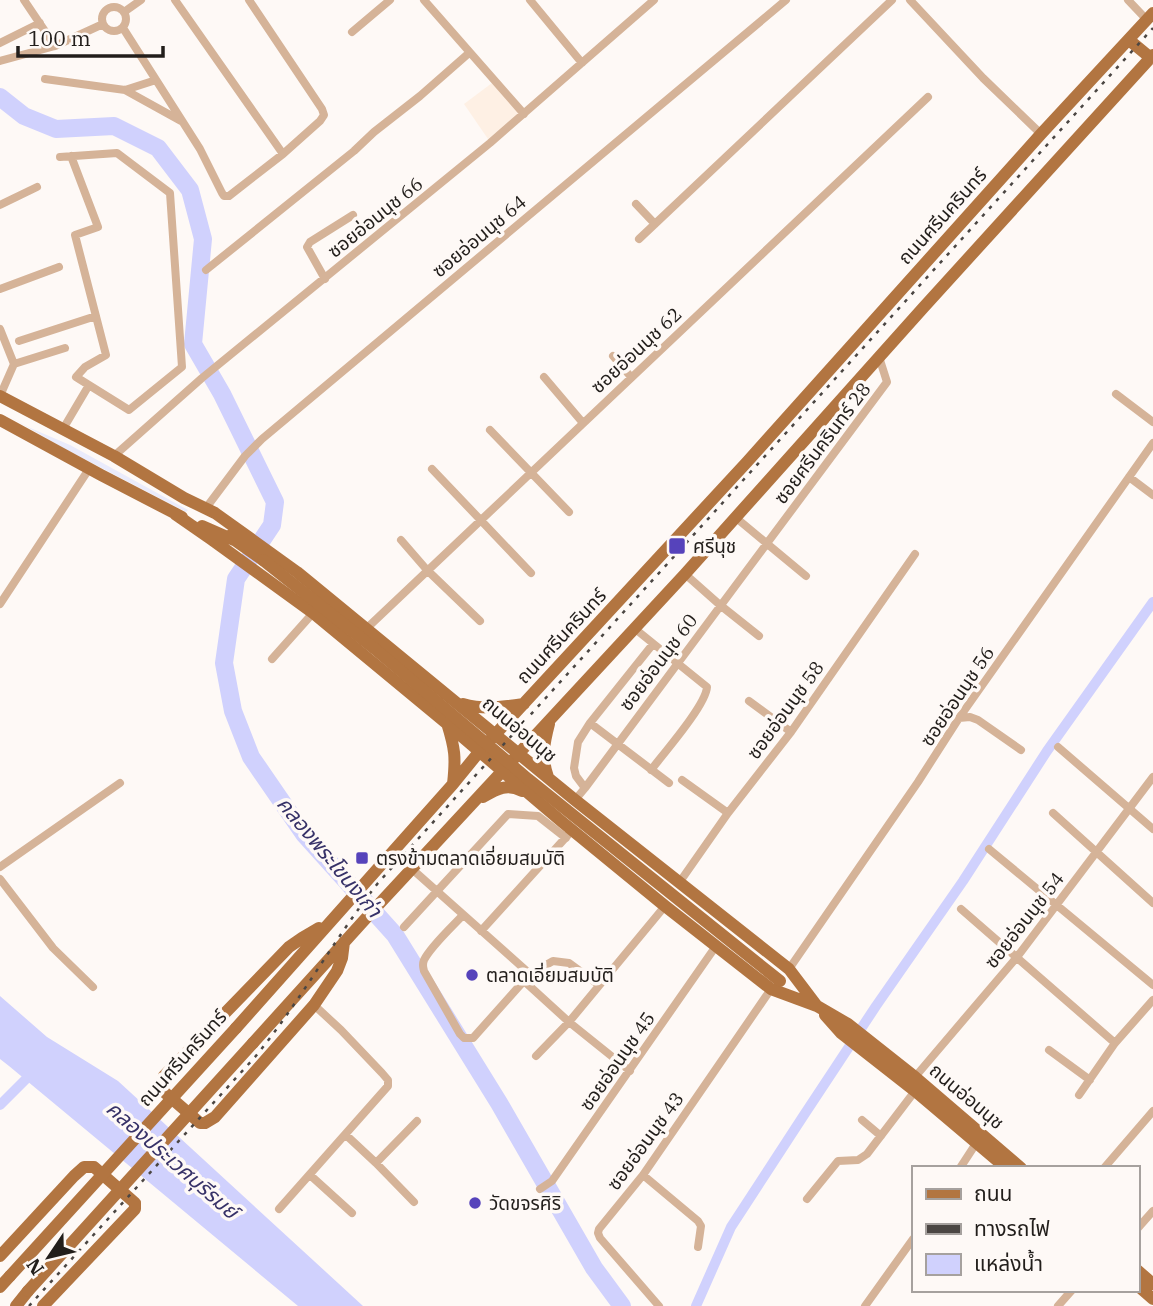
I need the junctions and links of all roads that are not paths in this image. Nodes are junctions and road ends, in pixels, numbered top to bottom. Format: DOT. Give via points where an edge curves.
graph roads {
  1 [pos="24,0"];
  2 [pos="101,0"];
  3 [pos="141,0"];
  4 [pos="175,0"];
  5 [pos="249,0"];
  6 [pos="390,0"];
  7 [pos="424,0"];
  8 [pos="530,0"];
  9 [pos="638,0"];
  10 [pos="654,0"];
  11 [pos="786,0"];
  12 [pos="892,0"];
  13 [pos="910,0"];
  14 [pos="1128,0"];
  15 [pos="644,8"];
  16 [pos="108,9"];
  17 [pos="124,12"];
  18 [pos="1150,16"];
  19 [pos="40,23"];
  20 [pos="103,24"];
  21 [pos="123,28"];
  22 [pos="352,32"];
  23 [pos="1129,40"];
  24 [pos="0,43"];
  25 [pos="55,46"];
  26 [pos="469,52"];
  27 [pos="1152,57"];
  28 [pos="0,61"];
  29 [pos="582,62"];
  30 [pos="45,79"];
  31 [pos="156,80"];
  32 [pos="125,90"];
  33 [pos="928,97"];
  34 [pos="524,114"];
  35 [pos="183,123"];
  36 [pos="1041,134"];
  37 [pos="283,154"];
  38 [pos="71,156"];
  39 [pos="60,157"];
  40 [pos="37,187"];
  41 [pos="636,204"];
  42 [pos="0,205"];
  43 [pos="353,215"];
  44 [pos="655,224"];
  45 [pos="639,239"];
  46 [pos="59,267"];
  47 [pos="206,270"];
  48 [pos="324,279"];
  49 [pos="0,289"];
  50 [pos="96,316"];
  51 [pos="0,329"];
  52 [pos="19,341"];
  53 [pos="65,348"];
  54 [pos="613,356"];
  55 [pos="879,357"];
  56 [pos="14,364"];
  57 [pos="544,377"];
  58 [pos="631,377"];
  59 [pos="89,385"];
  60 [pos="1116,394"];
  61 [pos="0,396"];
  62 [pos="0,420"];
  63 [pos="1153,422"];
  64 [pos="583,423"];
  65 [pos="63,429"];
  66 [pos="490,430"];
  67 [pos="1153,443"];
  68 [pos="114,456"];
  69 [pos="89,469"];
  70 [pos="432,469"];
  71 [pos="531,472"];
  72 [pos="1129,477"];
  73 [pos="1153,495"];
  74 [pos="184,498"];
  75 [pos="206,508"];
  76 [pos="569,512"];
  77 [pos="175,514"];
  78 [pos="735,517"];
  79 [pos="480,520"];
  80 [pos="234,540"];
  81 [pos="401,540"];
  82 [pos="766,544"];
  83 [pos="915,554"];
  84 [pos="427,570"];
  85 [pos="531,573"];
  86 [pos="685,574"];
  87 [pos="806,576"];
  88 [pos="0,604"];
  89 [pos="720,605"];
  90 [pos="313,613"];
  91 [pos="480,621"];
  92 [pos="367,628"];
  93 [pos="634,628"];
  94 [pos="759,636"];
  95 [pos="653,644"];
  96 [pos="272,659"];
  97 [pos="678,662"];
  98 [pos="431,681"];
  99 [pos="416,698"];
  100 [pos="749,701"];
  101 [pos="459,703"];
  102 [pos="524,704"];
  103 [pos="959,718"];
  104 [pos="550,720"];
  105 [pos="446,723"];
  106 [pos="590,723"];
  107 [pos="791,732"];
  108 [pos="495,735"];
  109 [pos="617,744"];
  110 [pos="1058,747"];
  111 [pos="1020,750"];
  112 [pos="479,752"];
  113 [pos="519,753"];
  114 [pos="651,770"];
  115 [pos="502,771"];
  116 [pos="548,777"];
  117 [pos="1153,777"];
  118 [pos="682,780"];
  119 [pos="120,783"];
  120 [pos="669,783"];
  121 [pos="453,784"];
  122 [pos="585,788"];
  123 [pos="531,796"];
  124 [pos="575,800"];
  125 [pos="473,803"];
  126 [pos="1130,807"];
  127 [pos="728,813"];
  128 [pos="1053,814"];
  129 [pos="561,821"];
  130 [pos="1153,829"];
  131 [pos="569,833"];
  132 [pos="989,849"];
  133 [pos="1096,852"];
  134 [pos="0,867"];
  135 [pos="412,869"];
  136 [pos="0,879"];
  137 [pos="679,883"];
  138 [pos="437,892"];
  139 [pos="1153,903"];
  140 [pos="1055,905"];
  141 [pos="665,906"];
  142 [pos="961,909"];
  143 [pos="463,915"];
  144 [pos="327,924"];
  145 [pos="404,927"];
  146 [pos="481,931"];
  147 [pos="344,942"];
  148 [pos="716,946"];
  149 [pos="1017,957"];
  150 [pos="789,969"];
  151 [pos="527,978"];
  152 [pos="599,985"];
  153 [pos="775,985"];
  154 [pos="1153,985"];
  155 [pos="93,987"];
  156 [pos="1153,1000"];
  157 [pos="314,1005"];
  158 [pos="817,1006"];
  159 [pos="569,1022"];
  160 [pos="1115,1043"];
  161 [pos="1049,1049"];
  162 [pos="536,1056"];
  163 [pos="630,1071"];
  164 [pos="1090,1080"];
  165 [pos="913,1085"];
  166 [pos="1079,1095"];
  167 [pos="1153,1111"];
  168 [pos="862,1120"];
  169 [pos="417,1121"];
  170 [pos="346,1135"];
  171 [pos="881,1136"];
  172 [pos="977,1142"];
  173 [pos="376,1163"];
  174 [pos="961,1166"];
  175 [pos="1004,1166"];
  176 [pos="1018,1166"];
  177 [pos="1106,1166"];
  178 [pos="310,1175"];
  179 [pos="643,1175"];
  180 [pos="546,1186"];
  181 [pos="807,1199"];
  182 [pos="414,1202"];
  183 [pos="279,1209"];
  184 [pos="352,1213"];
  185 [pos="912,1239"];
  186 [pos="698,1247"];
  187 [pos="0,1256"];
  188 [pos="1139,1272"];
  189 [pos="1153,1284"];
  190 [pos="0,1287"];
  191 [pos="1139,1287"];
  192 [pos="1070,1292"];
  193 [pos="1153,1299"];
  194 [pos="16,1306"];
  195 [pos="43,1306"];
  196 [pos="660,1306"];
  197 [pos="864,1306"];
  198 [pos="1058,1306"];
  1 -- 19 [label="street"];
  2 -- 16 [label="street"];
  3 -- 17 [label="street"];
  4 -- 37 [label="street"];
  5 -- 37 [label="street" via="324,115"];
  6 -- 22 [label="street"];
  7 -- 26 [label="street"];
  8 -- 29 [label="street"];
  9 -- 15 [label="street"];
  10 -- 15 [label="street, ซอยอ่อนนุช 66"];
  11 -- 75 [label="street, ซอยอ่อนนุช 64" via="262,439"];
  12 -- 44 [label="street"];
  13 -- 36 [label="street"];
  14 -- 18 [label="street"];
  15 -- 29 [label="street, ซอยอ่อนนุช 66"];
  16 -- 17 [label="street"];
  16 -- 20 [label="street"];
  17 -- 21 [label="street"];
  18 -- 23 [label="main road, ถนนศรีนครินทร์"];
  19 -- 24 [label="street"];
  19 -- 25 [label="street"];
  20 -- 21 [label="street" via="112,32"];
  20 -- 25 [label="street"];
  21 -- 31 [label="street"];
  23 -- 27 [label="main road"];
  23 -- 36 [label="main road, ถนนศรีนครินทร์"];
  25 -- 28 [label="street"];
  26 -- 34 [label="street"];
  26 -- 47 [label="street"];
  27 -- 55 [label="main road"];
  29 -- 34 [label="street, ซอยอ่อนนุช 66"];
  30 -- 32 [label="street"];
  31 -- 32 [label="street"];
  31 -- 35 [label="street"];
  32 -- 35 [label="street"];
  33 -- 58 [label="street, ซอยอ่อนนุช 62"];
  34 -- 48 [label="street, ซอยอ่อนนุช 66"];
  35 -- 37 [label="street" via="224,196"];
  36 -- 102 [label="main road, ถนนศรีนครินทร์"];
  38 -- 39 [label="street"];
  38 -- 50 [label="street" via="98,227 75,235"];
  38 -- 59 [label="street" via="117,153 170,193 182,366 128,410"];
  40 -- 42 [label="street"];
  41 -- 44 [label="street"];
  43 -- 48 [label="street" via="307,247"];
  44 -- 45 [label="street"];
  46 -- 49 [label="street"];
  48 -- 68 [label="street, ซอยอ่อนนุช 66"];
  50 -- 52 [label="street"];
  50 -- 59 [label="street" via="106,355 76,377"];
  51 -- 56 [label="street"];
  53 -- 56 [label="street"];
  54 -- 58 [label="street"];
  55 -- 78 [label="main road"];
  55 -- 82 [label="street, ซอยศรีนครินทร์ 28" via="887,382"];
  56 -- 61 [label="street"];
  57 -- 64 [label="street"];
  58 -- 64 [label="street, ซอยอ่อนนุช 62"];
  59 -- 65 [label="street"];
  60 -- 63 [label="street"];
  61 -- 65 [label="main road, ถนนอ่อนนุช"];
  62 -- 69 [label="main road, ถนนอ่อนนุช"];
  64 -- 71 [label="street, ซอยอ่อนนุช 62"];
  65 -- 68 [label="main road, ถนนอ่อนนุช"];
  66 -- 71 [label="street"];
  67 -- 72 [label="street, ซอยอ่อนนุช 56"];
  68 -- 74 [label="main road, ถนนอ่อนนุช"];
  69 -- 77 [label="main road, ถนนอ่อนนุช"];
  69 -- 88 [label="street"];
  70 -- 79 [label="street"];
  71 -- 76 [label="street"];
  71 -- 79 [label="street, ซอยอ่อนนุช 62"];
  72 -- 73 [label="street"];
  72 -- 103 [label="street, ซอยอ่อนนุช 56"];
  74 -- 75 [label="main road, ถนนอ่อนนุช"];
  74 -- 80 [label="main road, ถนนอ่อนนุช"];
  75 -- 92 [label="main road, ถนนอ่อนนุช"];
  77 -- 80 [label="main road, ถนนอ่อนนุช"];
  77 -- 90 [label="main road, ถนนอ่อนนุช"];
  78 -- 82 [label="street"];
  78 -- 86 [label="main road"];
  79 -- 84 [label="street, ซอยอ่อนนุช 62"];
  79 -- 85 [label="street"];
  80 -- 153 [label="main road, ถนนอ่อนนุช, bridge" via="314,599"];
  81 -- 84 [label="street"];
  82 -- 87 [label="street"];
  82 -- 89 [label="street, ซอยอ่อนนุช 60"];
  83 -- 107 [label="street, ซอยอ่อนนุช 58"];
  84 -- 91 [label="street"];
  84 -- 92 [label="street, ซอยอ่อนนุช 62"];
  86 -- 89 [label="street"];
  86 -- 93 [label="main road"];
  89 -- 94 [label="street"];
  89 -- 97 [label="street, ซอยอ่อนนุช 60"];
  90 -- 96 [label="street"];
  90 -- 99 [label="main road, ถนนอ่อนนุช"];
  92 -- 98 [label="main road, ถนนอ่อนนุช"];
  93 -- 95 [label="street"];
  93 -- 104 [label="main road"];
  95 -- 97 [label="street"];
  95 -- 106 [label="street"];
  97 -- 109 [label="street, ซอยอ่อนนุช 60"];
  97 -- 114 [label="street" via="705,684 707,693"];
  98 -- 99 [label="main road" via="433,696"];
  98 -- 101 [label="main road, ถนนอ่อนนุช"];
  99 -- 105 [label="main road, ถนนอ่อนนุช"];
  100 -- 107 [label="street"];
  101 -- 102 [label="main road" via="476,708"];
  101 -- 108 [label="main road, ถนนอ่อนนุช"];
  102 -- 108 [label="main road, ถนนศรีนครินทร์"];
  103 -- 111 [label="street" via="978,720"];
  103 -- 150 [label="street, ซอยอ่อนนุช 56"];
  104 -- 113 [label="main road"];
  104 -- 116 [label="main road" via="543,746"];
  105 -- 112 [label="main road, ถนนอ่อนนุช"];
  105 -- 121 [label="main road" via="456,760"];
  106 -- 109 [label="street"];
  106 -- 122 [label="street" via="578,742 574,768"];
  107 -- 127 [label="street, ซอยอ่อนนุช 58"];
  108 -- 112 [label="main road, ถนนศรีนครินทร์"];
  108 -- 113 [label="main road, ถนนอ่อนนุช"];
  109 -- 114 [label="street"];
  109 -- 122 [label="street, ซอยอ่อนนุช 60"];
  110 -- 126 [label="street"];
  112 -- 115 [label="main road, ถนนอ่อนนุช"];
  112 -- 121 [label="main road, ถนนศรีนครินทร์"];
  113 -- 115 [label="main road"];
  113 -- 116 [label="main road, ถนนอ่อนนุช"];
  114 -- 120 [label="street"];
  115 -- 123 [label="main road, ถนนอ่อนนุช"];
  115 -- 125 [label="main road"];
  116 -- 124 [label="main road, ถนนอ่อนนุช"];
  117 -- 126 [label="street, ซอยอ่อนนุช 54"];
  118 -- 127 [label="street"];
  119 -- 134 [label="street"];
  121 -- 144 [label="main road, ถนนศรีนครินทร์"];
  122 -- 124 [label="street, ซอยอ่อนนุช 60"];
  123 -- 125 [label="main road" via="510,786"];
  123 -- 129 [label="main road, ถนนอ่อนนุช"];
  124 -- 129 [label="main road" via="563,802"];
  124 -- 137 [label="main road, ถนนอ่อนนุช"];
  125 -- 135 [label="main road"];
  126 -- 130 [label="street"];
  126 -- 133 [label="street, ซอยอ่อนนุช 54"];
  127 -- 137 [label="street, ซอยอ่อนนุช 58"];
  128 -- 133 [label="street"];
  129 -- 131 [label="main road, ถนนอ่อนนุช"];
  131 -- 138 [label="street" via="538,816 508,814"];
  131 -- 141 [label="main road, ถนนอ่อนนุช"];
  131 -- 146 [label="street"];
  132 -- 140 [label="street"];
  133 -- 139 [label="street"];
  133 -- 140 [label="street, ซอยอ่อนนุช 54"];
  135 -- 138 [label="street"];
  135 -- 147 [label="main road"];
  136 -- 155 [label="street" via="53,948"];
  137 -- 150 [label="main road, ถนนอ่อนนุช"];
  138 -- 143 [label="street"];
  138 -- 145 [label="street"];
  140 -- 149 [label="street, ซอยอ่อนนุช 54"];
  140 -- 154 [label="street"];
  141 -- 148 [label="main road, ถนนอ่อนนุช"];
  141 -- 152 [label="street"];
  142 -- 149 [label="street"];
  143 -- 146 [label="street"];
  143 -- 151 [label="street" via="431,950 423,966 464,1038 473,1038"];
  144 -- 157 [label="main road" via="279,957 164,1076 163,1091 200,1123 210,1120"];
  144 -- 190 [label="main road, ถนนศรีนครินทร์, bridge"];
  146 -- 151 [label="street"];
  147 -- 157 [label="main road" via="334,978"];
  147 -- 194 [label="main road, bridge"];
  148 -- 153 [label="main road, ถนนอ่อนนุช"];
  148 -- 163 [label="street, ซอยอ่อนนุช 45"];
  149 -- 160 [label="street"];
  149 -- 165 [label="street, ซอยอ่อนนุช 54"];
  150 -- 158 [label="main road, ถนนอ่อนนุช"];
  151 -- 152 [label="street" via="553,961 569,962"];
  151 -- 159 [label="street"];
  152 -- 159 [label="street"];
  153 -- 158 [label="main road, ถนนอ่อนนุช"];
  153 -- 179 [label="street, ซอยอ่อนนุช 43"];
  156 -- 160 [label="street"];
  157 -- 170 [label="street" via="388,1080 387,1089"];
  158 -- 165 [label="main road, ถนนอ่อนนุช"];
  159 -- 162 [label="street"];
  159 -- 163 [label="street"];
  160 -- 164 [label="street"];
  161 -- 164 [label="street"];
  163 -- 180 [label="street, ซอยอ่อนนุช 45"];
  164 -- 166 [label="street"];
  165 -- 171 [label="street, ซอยอ่อนนุช 54"];
  165 -- 172 [label="main road, ถนนอ่อนนุช"];
  165 -- 176 [label="main road, ถนนอ่อนนุช"];
  167 -- 177 [label="street"];
  168 -- 171 [label="street"];
  169 -- 173 [label="street"];
  170 -- 173 [label="street"];
  170 -- 178 [label="street"];
  171 -- 181 [label="street, ซอยอ่อนนุช 54" via="858,1160 838,1161"];
  172 -- 174 [label="street"];
  172 -- 175 [label="main road, ถนนอ่อนนุช"];
  173 -- 182 [label="street"];
  178 -- 183 [label="street"];
  178 -- 184 [label="street"];
  179 -- 186 [label="street" via="698,1221"];
  179 -- 196 [label="street, ซอยอ่อนนุช 43" via="598,1233"];
  185 -- 197 [label="street"];
  187 -- 195 [label="main road" via="84,1167 94,1167 135,1203 135,1209"];
  188 -- 189 [label="main road"];
  191 -- 193 [label="main road"];
  192 -- 198 [label="street"];
}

- [PROBLEM REQUIREMENTS] Gather each line from the entries above that includes the word "roads".

- [RESPONSE BELOW]
I need the junctions and links of all roads that are not paths in this image. Nodes are junctions and road ends, in pixels, numbered top to bottom. Format: DOT. Give via points where an edge curves.
graph roads {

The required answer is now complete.